Quand la France faisait ses grandes guerres,
Le Saugeais était toujours le premier ;
C’a toujours été de notre coin (de terre)
Qu’elle a pris ses plus forts grenadiers.
Sans la Chevrette, sans le Pulet, (1)
Qu’est-ce qu’aurait fait Napoléon ?
Trois cent Prussiens dans leurs dolmans
Ne vallaient pas une « blouse de Charreton ». (2)
(1) Deux hameaux minuscules
(2) Vieux costume sauget
COMMENTAIRES :
Dans ce couplet, il y a une forte dose d’ironie ; l’hyperbole est à la mode chez nous. Pourtant, il est vrai de dire que, dans nos montagnes, le France recrutait de bons et solides grenadiers. L’un d’eux, engagé volontaire en 1793, dans le bataillon Loiseau, est devenu le Général de Division Comte Morand. Il était en Egypte, à Austerlitz, à Iéna, à la Moscowa où il eut la mâchoire fracassée, à Lutzen, à Bautzen, enfin à Waterloo, où il commendait les chasseurs à pied de la garde. Napoléon l’estimait fort et l’avait fait Comte. Devenu Pair de France, le Général s’en revint au Saugeais où il cultiva ses champs, qu’il n’avait quittés que pour le drapeau. Ses restes reposent au cimetière de Montbenoit.
Let Sadjets anmant la dzensainra
Lou sèrat pu lou sapiket
I moudjant gros, beillant a pinra
Mais çan ne rvaud’ pai les Français ;
L’anman câzai, berre et tsantai
Berre en câzan, berre en tsantant
I n’voyant grie, mai pouquet pai,
La bouteil’ que quand n’y a pleu ran
Les Saugets aiment la gentiane
Le « Séra » et le « Saupiquet » (1)
Ils mangent beaucoup, boivent un peu, (2)
Mais ça ne regarde pas les Français.
Ils aiment causer, boire et chanter
Boire en causant, boire en chantant, (3)
Ils ne voient avec peine (mais pourquoi pas ?)
La bouteille que quand il n’y a plus rien (dedans).
(1) Plat d’oignons
(2) Litote.
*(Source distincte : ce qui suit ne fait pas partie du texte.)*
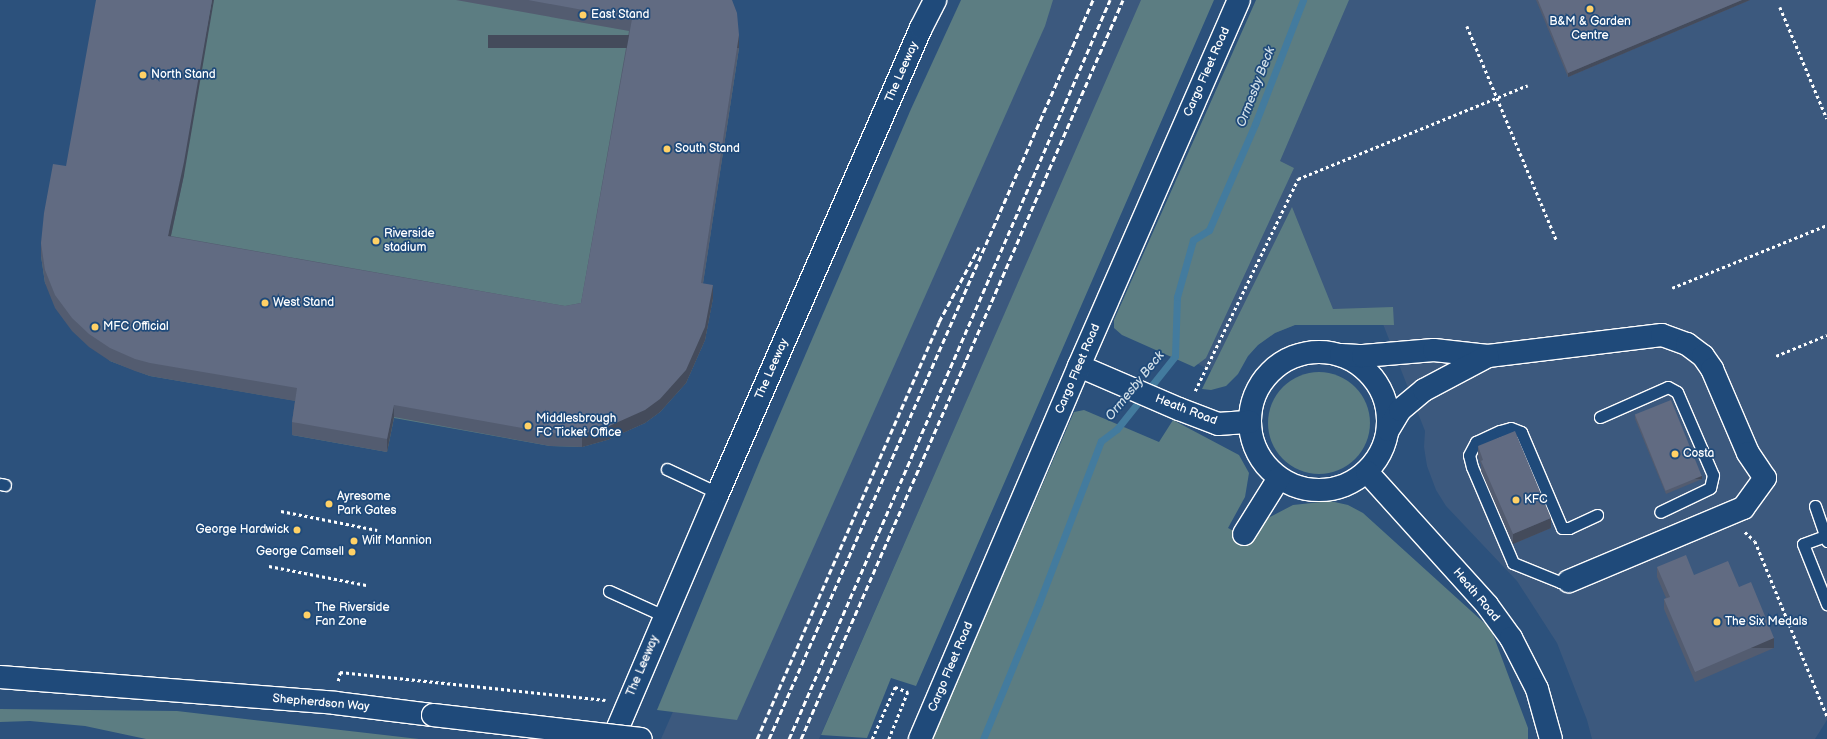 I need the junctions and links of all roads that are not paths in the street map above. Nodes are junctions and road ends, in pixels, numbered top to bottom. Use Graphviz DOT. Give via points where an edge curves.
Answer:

Ils boivent ferme.
(3) Remarquez l’harmonie de ces deux vers
(4) Grie, du latin grave - graviter.
COMMENTAIRE :
Dans beaucoup de fermes, on distille encore la gentiane, qui est considérée comme la « liqueur nationale ». Les Saugets ont d’ailleurs la réputation de boire... sec ! Mais, ici encore, il y a une petite exagération consentie à la malignité des voisins, fâchés d’être de race moins privilégiée.
Les Sadjets ant dans yeu gairgueuta
Des mouts qu’nion n’saît cman yeu, rdâtai
L’an pairki cmant na pteta rota
qu’a toudj’ loulzi d’let sacrôlai :
La tsîra qu’ minre, la lra que rlut
La tsrâ, la creuille, lou daidjuron
Lou dzreu d’la dzrensse, lou tsri qu’est tru
Y a d’quet aipouairie lèz Larmond.
Les Saugets ont dans leur gosier
Des mots que personne ne sait, comme eux, rouler (1)
Ils ont par là comme une petite souris
Qui a toujours le loisir de les secouer : (2)
La chêvre qui « mène », la lune qui brille, (3)
Le chéneau, la quenouille, le déjeuner,
Le genou de la génisse, le cabri qui est tenu,
Ils y a de quoi épouvanter les « Larmond ».
(1) Litt. Faire sauter
(2) Litt. Cahots d’une voiture à échelles qui passe sur les cailloux.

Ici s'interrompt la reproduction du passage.